Grant allows UH researcher to improve superconductivity
Paul Chu — T.L.L. Temple Chair of Science, founding director of the Texas Center for Superconductivity and professor of physics at UH — said he believes the $1.8 million grant given by the Department of Defense and project collaborators will cut costs not only in the area of research but on a consumer level as well.
“A problem we face is that materials, such as cable, are very expensive,” Chu said. “Once you cut costs in the area of development, they go down for consumers, too.”
Superconductivity is the ability of electric currents to go through certain materials without resistance or energy loss. Besides the cost benefit, Chu’s research also will benefit the environment.

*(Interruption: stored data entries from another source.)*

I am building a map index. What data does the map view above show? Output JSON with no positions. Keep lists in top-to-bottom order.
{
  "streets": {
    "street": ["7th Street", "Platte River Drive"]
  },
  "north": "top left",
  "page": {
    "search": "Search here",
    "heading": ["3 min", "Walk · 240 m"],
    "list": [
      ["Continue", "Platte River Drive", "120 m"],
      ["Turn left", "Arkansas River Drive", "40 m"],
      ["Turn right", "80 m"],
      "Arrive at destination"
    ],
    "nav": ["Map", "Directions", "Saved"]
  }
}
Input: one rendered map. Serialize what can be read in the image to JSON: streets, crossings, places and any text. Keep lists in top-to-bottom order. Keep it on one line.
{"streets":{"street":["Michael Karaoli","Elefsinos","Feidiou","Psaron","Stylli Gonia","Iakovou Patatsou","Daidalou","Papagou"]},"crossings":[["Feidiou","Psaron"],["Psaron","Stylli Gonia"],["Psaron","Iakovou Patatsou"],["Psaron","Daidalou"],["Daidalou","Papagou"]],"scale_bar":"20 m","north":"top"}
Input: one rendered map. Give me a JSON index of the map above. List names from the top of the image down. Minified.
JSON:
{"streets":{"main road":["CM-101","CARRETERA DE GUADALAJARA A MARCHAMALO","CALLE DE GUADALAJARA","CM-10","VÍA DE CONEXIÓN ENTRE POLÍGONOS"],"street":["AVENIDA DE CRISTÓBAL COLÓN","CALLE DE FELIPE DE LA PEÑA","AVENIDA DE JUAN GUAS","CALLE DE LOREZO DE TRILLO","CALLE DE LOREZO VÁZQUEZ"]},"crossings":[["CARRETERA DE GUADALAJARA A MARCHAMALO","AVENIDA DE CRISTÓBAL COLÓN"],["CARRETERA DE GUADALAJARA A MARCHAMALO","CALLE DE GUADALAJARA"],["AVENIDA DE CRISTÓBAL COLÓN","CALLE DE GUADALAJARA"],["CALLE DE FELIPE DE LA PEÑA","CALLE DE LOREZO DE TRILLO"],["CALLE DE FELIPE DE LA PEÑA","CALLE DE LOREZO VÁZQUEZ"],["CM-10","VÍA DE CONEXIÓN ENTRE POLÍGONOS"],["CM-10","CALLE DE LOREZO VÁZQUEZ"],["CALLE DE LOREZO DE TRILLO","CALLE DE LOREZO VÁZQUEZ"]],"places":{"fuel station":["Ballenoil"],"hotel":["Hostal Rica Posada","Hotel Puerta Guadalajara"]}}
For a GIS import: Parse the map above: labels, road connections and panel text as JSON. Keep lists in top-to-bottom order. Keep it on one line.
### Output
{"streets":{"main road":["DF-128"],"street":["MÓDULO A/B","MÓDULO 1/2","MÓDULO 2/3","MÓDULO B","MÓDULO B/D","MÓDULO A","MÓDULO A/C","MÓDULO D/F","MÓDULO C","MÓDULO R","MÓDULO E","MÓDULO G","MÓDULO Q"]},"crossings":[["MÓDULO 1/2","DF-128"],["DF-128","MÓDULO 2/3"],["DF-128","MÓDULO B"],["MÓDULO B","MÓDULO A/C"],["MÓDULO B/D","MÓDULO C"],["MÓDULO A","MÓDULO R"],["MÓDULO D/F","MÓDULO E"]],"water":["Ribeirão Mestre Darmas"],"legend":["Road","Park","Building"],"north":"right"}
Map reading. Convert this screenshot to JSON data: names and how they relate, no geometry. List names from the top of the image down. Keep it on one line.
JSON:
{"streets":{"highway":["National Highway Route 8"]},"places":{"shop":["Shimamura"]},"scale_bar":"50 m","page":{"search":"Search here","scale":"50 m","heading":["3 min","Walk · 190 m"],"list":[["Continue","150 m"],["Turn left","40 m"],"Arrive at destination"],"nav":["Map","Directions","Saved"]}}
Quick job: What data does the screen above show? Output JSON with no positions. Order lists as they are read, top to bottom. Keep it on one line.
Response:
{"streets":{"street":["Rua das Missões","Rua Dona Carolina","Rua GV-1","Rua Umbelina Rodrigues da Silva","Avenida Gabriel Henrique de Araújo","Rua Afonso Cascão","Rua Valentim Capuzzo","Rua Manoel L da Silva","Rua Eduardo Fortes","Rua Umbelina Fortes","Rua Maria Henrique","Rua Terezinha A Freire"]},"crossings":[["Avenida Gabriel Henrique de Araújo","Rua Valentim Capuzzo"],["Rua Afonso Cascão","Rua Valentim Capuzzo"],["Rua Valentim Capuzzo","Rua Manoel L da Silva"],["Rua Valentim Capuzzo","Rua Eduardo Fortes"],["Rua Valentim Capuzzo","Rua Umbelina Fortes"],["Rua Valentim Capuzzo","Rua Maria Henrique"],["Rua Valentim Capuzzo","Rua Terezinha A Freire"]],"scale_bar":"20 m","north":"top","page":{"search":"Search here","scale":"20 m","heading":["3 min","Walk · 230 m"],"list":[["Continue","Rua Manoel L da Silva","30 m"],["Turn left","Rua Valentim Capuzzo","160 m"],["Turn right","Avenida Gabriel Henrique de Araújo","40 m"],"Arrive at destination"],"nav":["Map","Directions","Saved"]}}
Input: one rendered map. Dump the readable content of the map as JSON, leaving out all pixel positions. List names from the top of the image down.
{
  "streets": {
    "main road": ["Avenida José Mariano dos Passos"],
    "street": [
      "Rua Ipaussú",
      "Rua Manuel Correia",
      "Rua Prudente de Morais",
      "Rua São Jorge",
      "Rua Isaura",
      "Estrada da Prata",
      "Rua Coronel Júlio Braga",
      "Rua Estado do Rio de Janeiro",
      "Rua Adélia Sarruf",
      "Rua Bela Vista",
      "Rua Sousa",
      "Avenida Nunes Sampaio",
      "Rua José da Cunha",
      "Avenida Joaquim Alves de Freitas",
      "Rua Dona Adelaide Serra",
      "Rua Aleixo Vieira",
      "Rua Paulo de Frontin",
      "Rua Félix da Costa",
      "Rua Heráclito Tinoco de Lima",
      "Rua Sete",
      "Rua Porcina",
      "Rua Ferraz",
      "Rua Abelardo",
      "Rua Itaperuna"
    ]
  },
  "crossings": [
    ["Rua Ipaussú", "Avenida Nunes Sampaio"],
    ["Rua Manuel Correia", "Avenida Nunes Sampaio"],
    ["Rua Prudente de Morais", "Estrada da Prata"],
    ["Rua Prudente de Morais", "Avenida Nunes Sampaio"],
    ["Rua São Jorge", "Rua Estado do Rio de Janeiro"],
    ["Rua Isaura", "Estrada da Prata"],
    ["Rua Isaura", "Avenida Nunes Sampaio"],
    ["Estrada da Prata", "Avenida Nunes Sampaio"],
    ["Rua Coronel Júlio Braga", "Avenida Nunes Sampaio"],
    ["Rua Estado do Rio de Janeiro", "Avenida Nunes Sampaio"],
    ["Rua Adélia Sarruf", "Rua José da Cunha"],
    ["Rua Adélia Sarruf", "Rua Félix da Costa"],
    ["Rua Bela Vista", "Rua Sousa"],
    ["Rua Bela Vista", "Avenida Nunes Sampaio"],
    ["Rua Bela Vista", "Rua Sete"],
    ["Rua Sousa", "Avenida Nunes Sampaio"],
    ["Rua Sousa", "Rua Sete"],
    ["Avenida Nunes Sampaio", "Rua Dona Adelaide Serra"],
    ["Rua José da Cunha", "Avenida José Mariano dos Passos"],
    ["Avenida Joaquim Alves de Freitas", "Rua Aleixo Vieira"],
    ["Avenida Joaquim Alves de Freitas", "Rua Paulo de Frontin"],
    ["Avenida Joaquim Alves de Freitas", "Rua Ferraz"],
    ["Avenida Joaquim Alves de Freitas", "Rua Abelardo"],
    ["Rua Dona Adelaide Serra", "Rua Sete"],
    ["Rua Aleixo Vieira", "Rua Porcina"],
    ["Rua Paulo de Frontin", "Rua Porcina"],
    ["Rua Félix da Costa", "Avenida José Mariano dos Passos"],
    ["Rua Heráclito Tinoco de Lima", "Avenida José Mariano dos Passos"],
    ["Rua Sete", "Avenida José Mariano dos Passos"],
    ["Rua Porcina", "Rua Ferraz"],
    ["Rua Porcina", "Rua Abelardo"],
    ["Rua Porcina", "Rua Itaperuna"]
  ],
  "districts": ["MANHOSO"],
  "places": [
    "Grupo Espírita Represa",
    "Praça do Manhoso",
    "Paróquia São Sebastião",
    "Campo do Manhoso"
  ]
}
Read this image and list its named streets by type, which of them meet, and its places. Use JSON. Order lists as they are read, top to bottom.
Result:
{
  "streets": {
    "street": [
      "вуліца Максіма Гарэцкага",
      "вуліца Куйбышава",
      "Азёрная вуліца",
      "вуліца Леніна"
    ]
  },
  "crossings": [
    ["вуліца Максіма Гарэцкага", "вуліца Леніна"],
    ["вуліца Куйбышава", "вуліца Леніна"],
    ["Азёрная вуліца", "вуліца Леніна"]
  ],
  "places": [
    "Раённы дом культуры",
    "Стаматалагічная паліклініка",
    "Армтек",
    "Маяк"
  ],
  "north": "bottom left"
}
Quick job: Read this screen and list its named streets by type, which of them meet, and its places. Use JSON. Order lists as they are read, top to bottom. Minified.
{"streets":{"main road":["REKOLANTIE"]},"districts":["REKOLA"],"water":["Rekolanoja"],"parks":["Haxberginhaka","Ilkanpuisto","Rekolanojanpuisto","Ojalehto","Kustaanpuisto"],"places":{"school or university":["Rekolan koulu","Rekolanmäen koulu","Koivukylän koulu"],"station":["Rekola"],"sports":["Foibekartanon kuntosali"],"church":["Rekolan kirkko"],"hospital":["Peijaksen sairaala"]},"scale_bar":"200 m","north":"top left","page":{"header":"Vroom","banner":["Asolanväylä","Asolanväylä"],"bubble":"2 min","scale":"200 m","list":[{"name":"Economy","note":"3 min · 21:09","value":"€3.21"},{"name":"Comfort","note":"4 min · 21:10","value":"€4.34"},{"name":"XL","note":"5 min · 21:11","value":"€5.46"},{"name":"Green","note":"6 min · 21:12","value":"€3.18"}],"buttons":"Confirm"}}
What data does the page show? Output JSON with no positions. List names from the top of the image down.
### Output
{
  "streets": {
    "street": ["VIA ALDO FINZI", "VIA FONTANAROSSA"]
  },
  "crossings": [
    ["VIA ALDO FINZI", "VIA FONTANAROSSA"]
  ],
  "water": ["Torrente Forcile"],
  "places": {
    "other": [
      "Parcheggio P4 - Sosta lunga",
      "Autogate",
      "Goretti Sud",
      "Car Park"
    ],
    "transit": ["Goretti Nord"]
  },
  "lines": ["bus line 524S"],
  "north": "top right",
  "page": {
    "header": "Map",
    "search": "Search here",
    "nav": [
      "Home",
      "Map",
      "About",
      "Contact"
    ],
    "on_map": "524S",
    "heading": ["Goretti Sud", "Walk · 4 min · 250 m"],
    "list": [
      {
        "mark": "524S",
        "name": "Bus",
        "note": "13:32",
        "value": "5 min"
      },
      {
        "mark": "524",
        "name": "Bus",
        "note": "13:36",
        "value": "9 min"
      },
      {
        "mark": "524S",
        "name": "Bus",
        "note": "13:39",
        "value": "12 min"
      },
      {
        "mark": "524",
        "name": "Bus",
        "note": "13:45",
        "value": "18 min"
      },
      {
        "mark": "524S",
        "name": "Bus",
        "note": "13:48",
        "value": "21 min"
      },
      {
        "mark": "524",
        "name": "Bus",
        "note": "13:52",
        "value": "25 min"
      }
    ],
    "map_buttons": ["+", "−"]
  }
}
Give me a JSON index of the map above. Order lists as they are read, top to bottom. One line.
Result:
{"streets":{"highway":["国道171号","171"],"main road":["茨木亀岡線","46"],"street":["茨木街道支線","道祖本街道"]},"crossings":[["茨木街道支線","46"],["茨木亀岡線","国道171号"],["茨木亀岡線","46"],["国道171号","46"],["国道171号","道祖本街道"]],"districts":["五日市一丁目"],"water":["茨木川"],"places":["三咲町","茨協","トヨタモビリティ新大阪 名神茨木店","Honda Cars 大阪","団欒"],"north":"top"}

“Right now, electricity is transmitted from a power plant to the home through copper wire, which has resistance,” Chu said. “Once you switch it off, any energy flowing through that wire is wasted. But with superconducting wire, that electricity will flow in a loop forever.”
Chu also hopes to use the project to advance the study of thermoelectricity, which is generated by converting temperature differences. Although there is an abundance of natural heat energy, research has yet to find a way to leverage it due to needing smaller differences in temperature, Chu said.
Chu, who came to UH in 1979, believes the machine he plans to build will be instrumental in further research, as it will allow one to examine samples in a closed environment without interference from particles in the air. However, the process is complex; Chu said it will take at least two years to build.
“We’re going to try and get as many parts from companies as possible, but we’ll have to design the crucial parts because there’s no such system of the type that we envision,” Chu said. “I’ve already told the Air Force they have to give us more time since we have to design, construct and test them.”